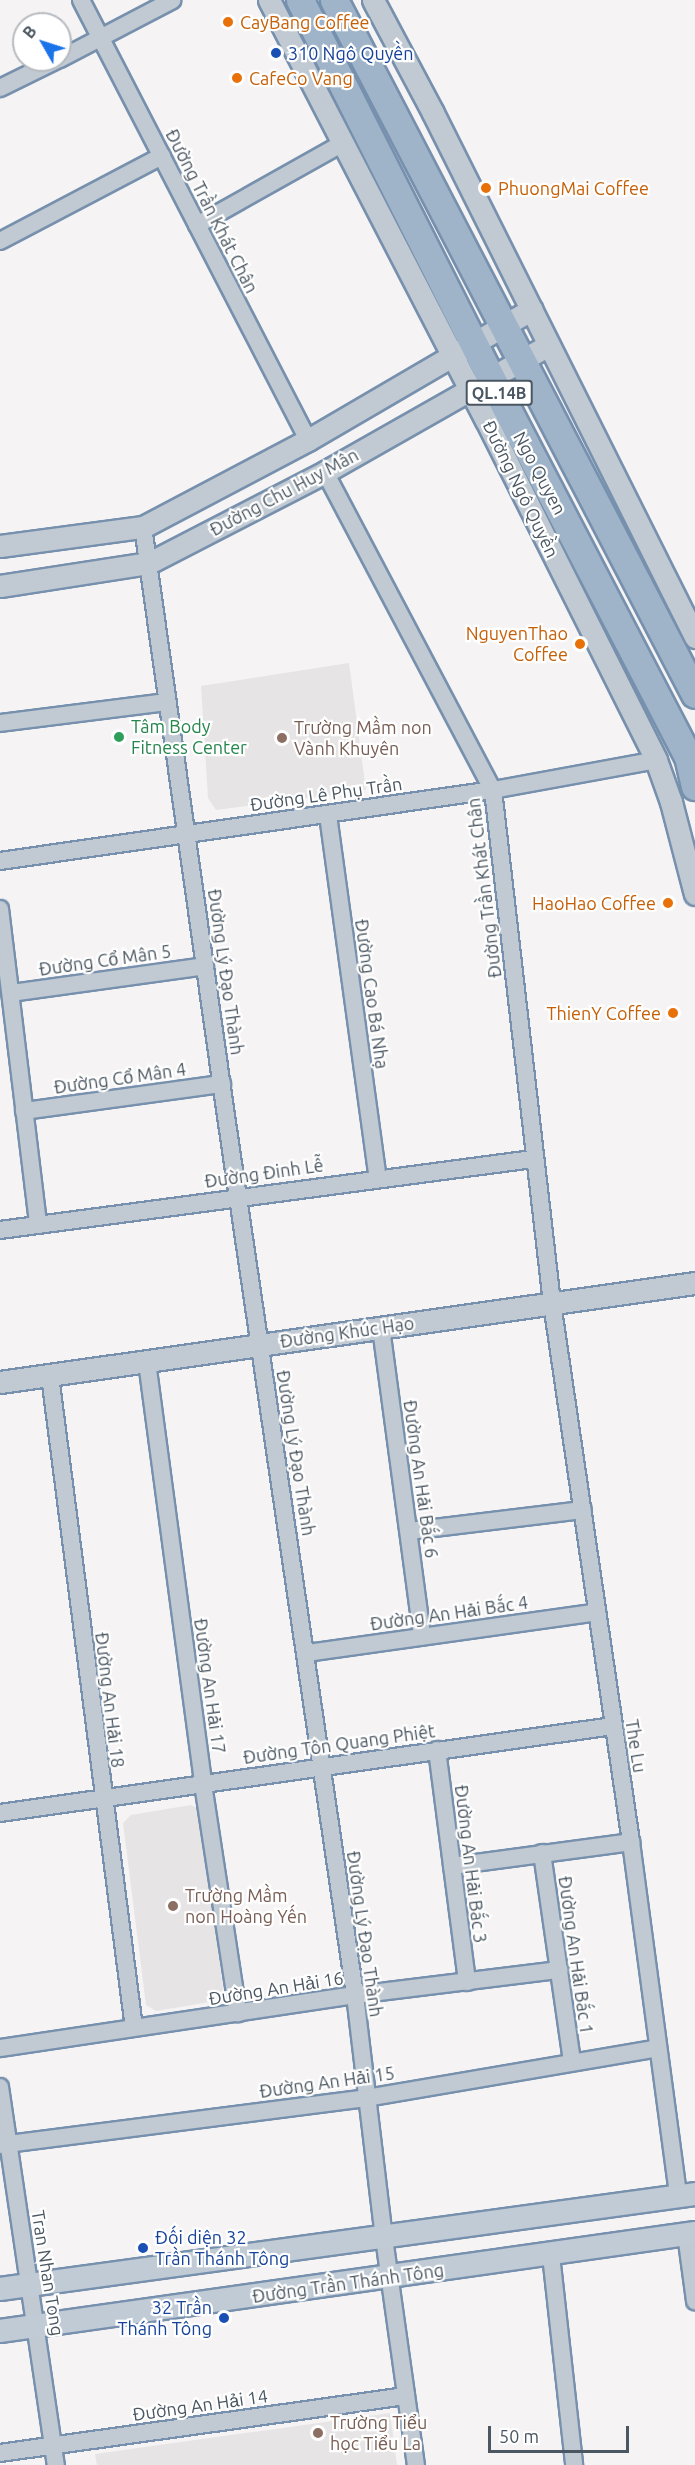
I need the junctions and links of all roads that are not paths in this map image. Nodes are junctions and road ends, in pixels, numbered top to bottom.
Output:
1 (81, 0) edge
2 (173, 0) edge
3 (269, 0) edge
4 (300, 0) edge
5 (334, 0) edge
6 (373, 0) edge
7 (101, 38) junction
8 (72, 52) edge
9 (33, 72) edge
10 (0, 88) edge
11 (343, 143) junction
12 (162, 156) junction
13 (197, 225) junction
14 (0, 241) edge
15 (532, 309) junction
16 (505, 325) junction
17 (549, 345) junction
18 (464, 350) junction
19 (523, 360) junction
20 (481, 384) junction
21 (308, 440) junction
22 (325, 472) junction
23 (143, 527) junction
24 (0, 546) edge
25 (149, 563) junction
26 (0, 586) edge
27 (695, 637) edge
28 (695, 694) edge
29 (167, 702) junction
30 (0, 723) edge
31 (656, 760) junction
32 (695, 786) edge
33 (493, 790) junction
34 (328, 815) junction
35 (188, 832) junction
36 (0, 861) edge
37 (695, 894) edge
38 (0, 909) edge
39 (205, 966) junction
40 (11, 993) junction
41 (222, 1084) junction
42 (24, 1111) junction
43 (534, 1159) junction
44 (378, 1178) junction
45 (238, 1196) junction
46 (38, 1225) junction
47 (0, 1230) edge
48 (695, 1283) edge
49 (552, 1303) junction
50 (381, 1328) junction
51 (260, 1345) junction
52 (147, 1362) junction
53 (50, 1376) junction
54 (0, 1382) edge
55 (583, 1510) junction
56 (409, 1531) junction
57 (597, 1612) junction
58 (422, 1636) junction
59 (307, 1653) junction
60 (613, 1726) junction
61 (437, 1750) junction
62 (321, 1767) junction
63 (203, 1784) junction
64 (103, 1798) junction
65 (0, 1813) edge
66 (631, 1842) junction
67 (542, 1853) junction
68 (452, 1866) junction
69 (559, 1970) junction
70 (467, 1982) junction
71 (355, 1995) junction
72 (238, 2013) junction
73 (134, 2028) junction
74 (0, 2048) edge
75 (658, 2048) junction
76 (572, 2062) junction
77 (0, 2087) edge
78 (366, 2098) junction
79 (4, 2144) edge
80 (687, 2195) edge
81 (690, 2233) edge
82 (384, 2238) junction
83 (550, 2255) junction
84 (391, 2278) junction
85 (30, 2285) junction
86 (0, 2289) edge
87 (695, 2301) edge
88 (36, 2326) junction
89 (0, 2331) edge
90 (406, 2396) junction
91 (54, 2445) junction
92 (0, 2453) edge
93 (56, 2465) edge
94 (416, 2465) edge
95 (574, 2465) edge

1 - 7 street, Đường Trần Khát Chân
2 - 7 street
3 - 11 street
4 - 18 highway, Ngo Quyen / QL.14B
5 - 16 highway, Ngo Quyen / QL.14B
6 - 15 street
7 - 8 street
7 - 12 street, Đường Trần Khát Chân
9 - 10 street
11 - 13 street
11 - 18 street
12 - 13 street, Đường Trần Khát Chân
12 - 14 street
13 - 21 street, Đường Trần Khát Chân
15 - 16 street, Đường Chu Huy Mân
15 - 17 street
16 - 18 street, Đường Chu Huy Mân
16 - 19 highway, Ngo Quyen / QL.14B
17 - 19 street, Đường Chu Huy Mân
17 - 27 street
18 - 20 highway, Ngo Quyen / QL.14B
18 - 21 street, Đường Chu Huy Mân
19 - 20 street, Đường Chu Huy Mân
19 - 28 highway, Ngo Quyen / QL.14B
20 - 22 street, Đường Chu Huy Mân
20 - 31 street, Đường Ngô Quyền
20 - 32 highway, Ngo Quyen / QL.14B
21 - 23 street, Đường Chu Huy Mân
22 - 25 street, Đường Chu Huy Mân
22 - 33 street, Đường Trần Khát Chân
23 - 24 street, Đường Chu Huy Mân
23 - 25 street, Đường Lý Đạo Thành
25 - 26 street, Đường Chu Huy Mân
25 - 29 street, Đường Lý Đạo Thành
29 - 30 street
29 - 35 street, Đường Lý Đạo Thành
31 - 33 street, Đường Lê Phụ Trần
31 - 37 street, Đường Ngô Quyền
33 - 34 street, Đường Lê Phụ Trần
33 - 43 street, Đường Trần Khát Chân
34 - 35 street, Đường Lê Phụ Trần
34 - 44 street, Đường Cao Bá Nhạ
35 - 36 street, Đường Lê Phụ Trần
35 - 39 street, Đường Lý Đạo Thành
38 - 40 street
39 - 40 street, Đường Cổ Mân 5
39 - 41 street, Đường Lý Đạo Thành
40 - 42 street
41 - 42 street, Đường Cổ Mân 4
41 - 45 street, Đường Lý Đạo Thành
42 - 46 street
43 - 44 street, Đường Đinh Lễ
43 - 49 street, Đường Trần Khát Chân
44 - 45 street, Đường Đinh Lễ
45 - 46 street, Đường Đinh Lễ
45 - 51 street, Đường Lý Đạo Thành
46 - 47 street, Đường Đinh Lễ
48 - 49 street, Đường Khúc Hạo
49 - 50 street, Đường Khúc Hạo
49 - 55 street, The Lu
50 - 51 street, Đường Khúc Hạo
50 - 56 street, Đường An Hải Bắc 6
51 - 52 street, Đường Khúc Hạo
51 - 59 street, Đường Lý Đạo Thành
52 - 53 street, Đường Khúc Hạo
52 - 63 street, Đường An Hải 17
53 - 54 street, Đường Khúc Hạo
53 - 64 street, Đường An Hải 18
55 - 56 street
55 - 57 street, The Lu
56 - 58 street, Đường An Hải Bắc 6
57 - 58 street, Đường An Hải Bắc 4
57 - 60 street, The Lu
58 - 59 street, Đường An Hải Bắc 4
59 - 62 street, Đường Lý Đạo Thành
60 - 61 street, Đường Tôn Quang Phiệt
60 - 66 street, The Lu
61 - 62 street, Đường Tôn Quang Phiệt
61 - 68 street, Đường An Hải Bắc 3
62 - 63 street, Đường Tôn Quang Phiệt
62 - 71 street, Đường Lý Đạo Thành
63 - 64 street, Đường Tôn Quang Phiệt
63 - 72 street, Đường An Hải 17
64 - 65 street, Đường Tôn Quang Phiệt
64 - 73 street, Đường An Hải 18
66 - 67 street
66 - 75 street, The Lu
67 - 68 street
67 - 69 street, Đường An Hải Bắc 1
68 - 70 street, Đường An Hải Bắc 3
69 - 70 street, Đường An Hải 16
69 - 76 street, Đường An Hải Bắc 1
70 - 71 street, Đường An Hải 16
71 - 72 street, Đường An Hải 16
71 - 78 street, Đường Lý Đạo Thành
72 - 73 street, Đường An Hải 16
73 - 74 street, Đường An Hải 16
75 - 76 street, Đường An Hải 15
75 - 80 street, The Lu
76 - 78 street, Đường An Hải 15
77 - 79 street, Tran Nhan Tong
78 - 79 street, Đường An Hải 15
78 - 82 street, Đường Lý Đạo Thành
79 - 85 street, Tran Nhan Tong
80 - 82 main road
81 - 83 main road, Đường Trần Thánh Tông
81 - 87 street
82 - 84 street, Đường Lý Đạo Thành
82 - 85 main road
83 - 84 main road, Đường Trần Thánh Tông
83 - 95 street
84 - 88 main road, Đường Trần Thánh Tông
84 - 90 street, Đường Lý Đạo Thành
85 - 86 main road
85 - 88 street, Tran Nhan Tong
88 - 89 main road, Đường Trần Thánh Tông
88 - 91 street, Tran Nhan Tong
90 - 91 street, Đường An Hải 14
90 - 94 street, Đường Lý Đạo Thành
91 - 92 street, Đường An Hải 14
91 - 93 street, Tran Nhan Tong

---*---

**TASK PROMPT**
Your reply should be one number: how many lines in this listing contain the string "Quang".

**ANSWER SECTION**
5